Reyhaneh Fathieh will be a sophomore this fall at the University of Virginia, but she hasn’t forgotten how hard it was to enter U.S. schools as an 11-year-old without knowing English.
That is why she took a job this summer as a student assistant to help immigrant youths in her community learn English and adjust to American culture. “I just want to let them know that it’s possible to become completely fluent in English and do whatever you want in this country,” she said on her fourth day on the job.
Ms. Fathieh is one of three former English-as-a-second-language students hired by the Prince William County, Va., schools to work in a six-week summer school program for 57 high school students who have been in the United States for three years or less.
The three ESL veterans were hired so that they could be friends to the newcomers and help them realize that they, too, can succeed, said Carol Bass, who supervises programs for English-language learners for the 62,000-student district.
Deborah J. Short, the director of the language education and academic division of the Washington-based Center for Applied Linguistics, said the arrangement could be a model for similar programs.
“The newcomers need not only the language but the cultural orientation—both to school culture and the American culture,” she said. “These [former ESL] students who have learned how to navigate schools in the U.S. are valuable resources.”
Role Models
Ms. Fathieh, 19, moved with her family to Virginia from Iran eight years ago. She barely spoke for the first six months in her 5th grade class because she was afraid she’d make mistakes.
She also had to get used to a new way of learning. In the United States, she added, “you’re not expected to memorize so much as you are expected to generally understand.”
But by high school, Ms. Fathieh was outperforming most of her classmates. She and her sister, Banafsheh Fathieh, who is 18 months younger, graduated as the valedictorians of their senior classes at Hylton Senior High School in Woodbridge, Va.
They credit their success to their parents’ focus on education, to the work of a competent ESL teacher, and to their need to speak English at school because hardly anyone there spoke their native language, Farsi.
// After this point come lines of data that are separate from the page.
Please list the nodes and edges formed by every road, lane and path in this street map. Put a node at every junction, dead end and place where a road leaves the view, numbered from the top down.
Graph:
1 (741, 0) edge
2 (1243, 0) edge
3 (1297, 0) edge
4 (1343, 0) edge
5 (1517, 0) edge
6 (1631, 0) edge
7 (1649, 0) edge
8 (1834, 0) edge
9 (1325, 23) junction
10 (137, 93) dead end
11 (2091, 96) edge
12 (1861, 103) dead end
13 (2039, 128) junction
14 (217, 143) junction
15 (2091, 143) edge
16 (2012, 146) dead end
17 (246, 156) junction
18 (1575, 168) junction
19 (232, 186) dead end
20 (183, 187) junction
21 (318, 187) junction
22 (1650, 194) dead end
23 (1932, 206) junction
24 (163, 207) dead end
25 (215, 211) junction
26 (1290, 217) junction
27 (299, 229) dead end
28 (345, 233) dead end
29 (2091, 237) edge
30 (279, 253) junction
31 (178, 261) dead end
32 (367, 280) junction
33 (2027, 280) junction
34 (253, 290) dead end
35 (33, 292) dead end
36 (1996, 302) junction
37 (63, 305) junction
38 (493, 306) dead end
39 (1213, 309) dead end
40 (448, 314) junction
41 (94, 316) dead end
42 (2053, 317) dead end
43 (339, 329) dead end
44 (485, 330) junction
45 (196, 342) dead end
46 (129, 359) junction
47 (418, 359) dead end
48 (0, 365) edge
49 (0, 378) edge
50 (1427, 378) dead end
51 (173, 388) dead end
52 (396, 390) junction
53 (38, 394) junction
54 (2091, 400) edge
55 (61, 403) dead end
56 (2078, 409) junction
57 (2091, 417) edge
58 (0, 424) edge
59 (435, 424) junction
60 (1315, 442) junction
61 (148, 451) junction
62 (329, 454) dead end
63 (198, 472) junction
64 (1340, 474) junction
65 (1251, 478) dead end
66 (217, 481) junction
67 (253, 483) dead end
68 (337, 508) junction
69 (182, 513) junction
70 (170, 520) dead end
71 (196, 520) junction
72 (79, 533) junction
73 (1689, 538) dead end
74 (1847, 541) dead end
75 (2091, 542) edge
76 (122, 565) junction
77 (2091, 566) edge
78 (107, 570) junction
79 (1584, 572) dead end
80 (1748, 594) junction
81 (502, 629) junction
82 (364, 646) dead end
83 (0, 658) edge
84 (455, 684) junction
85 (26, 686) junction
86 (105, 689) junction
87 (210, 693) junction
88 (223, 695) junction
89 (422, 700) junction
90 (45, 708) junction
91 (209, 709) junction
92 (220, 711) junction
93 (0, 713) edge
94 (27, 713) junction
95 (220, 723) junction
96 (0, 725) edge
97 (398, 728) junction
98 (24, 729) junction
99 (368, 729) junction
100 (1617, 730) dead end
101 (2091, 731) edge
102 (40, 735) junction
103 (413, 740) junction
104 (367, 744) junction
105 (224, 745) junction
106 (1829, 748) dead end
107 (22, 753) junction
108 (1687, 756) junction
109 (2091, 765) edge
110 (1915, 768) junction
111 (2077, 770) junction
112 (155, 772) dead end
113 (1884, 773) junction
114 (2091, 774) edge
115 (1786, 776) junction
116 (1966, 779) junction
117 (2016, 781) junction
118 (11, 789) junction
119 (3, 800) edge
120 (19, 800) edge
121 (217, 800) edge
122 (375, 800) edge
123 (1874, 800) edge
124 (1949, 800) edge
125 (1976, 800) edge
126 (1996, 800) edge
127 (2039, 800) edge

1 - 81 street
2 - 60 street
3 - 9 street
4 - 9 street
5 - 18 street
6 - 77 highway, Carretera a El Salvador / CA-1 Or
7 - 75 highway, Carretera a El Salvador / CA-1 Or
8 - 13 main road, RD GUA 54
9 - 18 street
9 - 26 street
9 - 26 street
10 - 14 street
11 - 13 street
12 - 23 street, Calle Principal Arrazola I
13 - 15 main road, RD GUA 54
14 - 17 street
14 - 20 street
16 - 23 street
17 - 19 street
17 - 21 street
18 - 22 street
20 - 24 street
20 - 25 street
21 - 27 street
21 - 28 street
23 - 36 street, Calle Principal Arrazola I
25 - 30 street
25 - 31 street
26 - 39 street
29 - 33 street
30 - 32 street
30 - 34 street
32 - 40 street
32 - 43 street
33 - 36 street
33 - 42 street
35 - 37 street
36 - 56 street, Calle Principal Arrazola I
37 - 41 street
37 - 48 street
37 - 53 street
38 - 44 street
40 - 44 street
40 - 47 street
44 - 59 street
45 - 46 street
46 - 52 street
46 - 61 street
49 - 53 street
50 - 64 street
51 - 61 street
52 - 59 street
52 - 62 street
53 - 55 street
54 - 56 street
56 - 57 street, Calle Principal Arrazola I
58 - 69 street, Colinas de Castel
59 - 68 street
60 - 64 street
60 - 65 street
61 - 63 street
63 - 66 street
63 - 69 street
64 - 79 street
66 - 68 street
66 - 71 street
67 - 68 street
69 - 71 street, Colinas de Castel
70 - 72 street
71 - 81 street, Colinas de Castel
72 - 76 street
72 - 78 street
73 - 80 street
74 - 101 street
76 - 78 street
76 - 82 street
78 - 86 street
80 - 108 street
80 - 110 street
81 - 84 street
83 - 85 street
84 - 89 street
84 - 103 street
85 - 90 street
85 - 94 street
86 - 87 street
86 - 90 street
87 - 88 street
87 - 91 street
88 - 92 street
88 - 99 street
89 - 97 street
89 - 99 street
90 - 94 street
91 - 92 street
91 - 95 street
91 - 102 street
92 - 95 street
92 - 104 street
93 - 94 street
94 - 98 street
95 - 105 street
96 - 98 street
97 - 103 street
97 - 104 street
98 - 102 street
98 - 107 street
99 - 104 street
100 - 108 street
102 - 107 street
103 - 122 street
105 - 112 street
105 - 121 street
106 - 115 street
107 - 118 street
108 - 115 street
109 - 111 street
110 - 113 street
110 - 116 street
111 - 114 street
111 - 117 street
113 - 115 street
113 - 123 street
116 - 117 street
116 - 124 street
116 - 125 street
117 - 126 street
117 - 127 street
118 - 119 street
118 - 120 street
This summer, the two sisters and one other former ESL student are working from 7:30 a.m. to 12:30 p.m., Monday through Friday, at Osbourn Park Senior High School here in Manassas.
Many of the students they work with use a minimal amount of English to express ideas.
And students often signal the completion of an assignment by announcing “finish.”
The teacher for the science class, Jenny Enriquez de Bermant, notes that many of the 13 students in her class are at a stage in which their English listening skills are much stronger than their speaking skills. She compels them to practice the language.
In a joking tone, she assigns Reyhaneh Fathieh, the student assistant, to be a “policewoman” to ensure the students are speaking in English, not Spanish, in small groups. But when Ms. Fathieh makes her rounds, the students also ask her to explain some of the vocabulary in their assignment, which she does in English.
Ms. Fathieh’s presence is valuable, said Ms. Enriquez de Bermant, because the students will ask her questions that they might not ask a teacher. “With me, they don’t want to be embarrassed,” she said.
The different experiences of the student assistants illustrate that not all students learn English at the same rate. Ms. Bass said much depends on immigrants’ education and literacy levels in their native languages.
The Fathieh sisters, for instance, spent one school year in ESL classes, but Elmer Moreno, a native of Bolivia who is the third student assistant, spent the last three years in ESL classes. At age 18, he enrolled in 9th grade at the Prince William district’s Gar-Field Senior High School, and he graduated this spring at age 22.
Mr. Moreno finished 11th grade in Bolivia, but said he hadn’t taken school very seriously. “It was hard at first” to learn English, he said. “I had to work and study hard—especially the verbs.”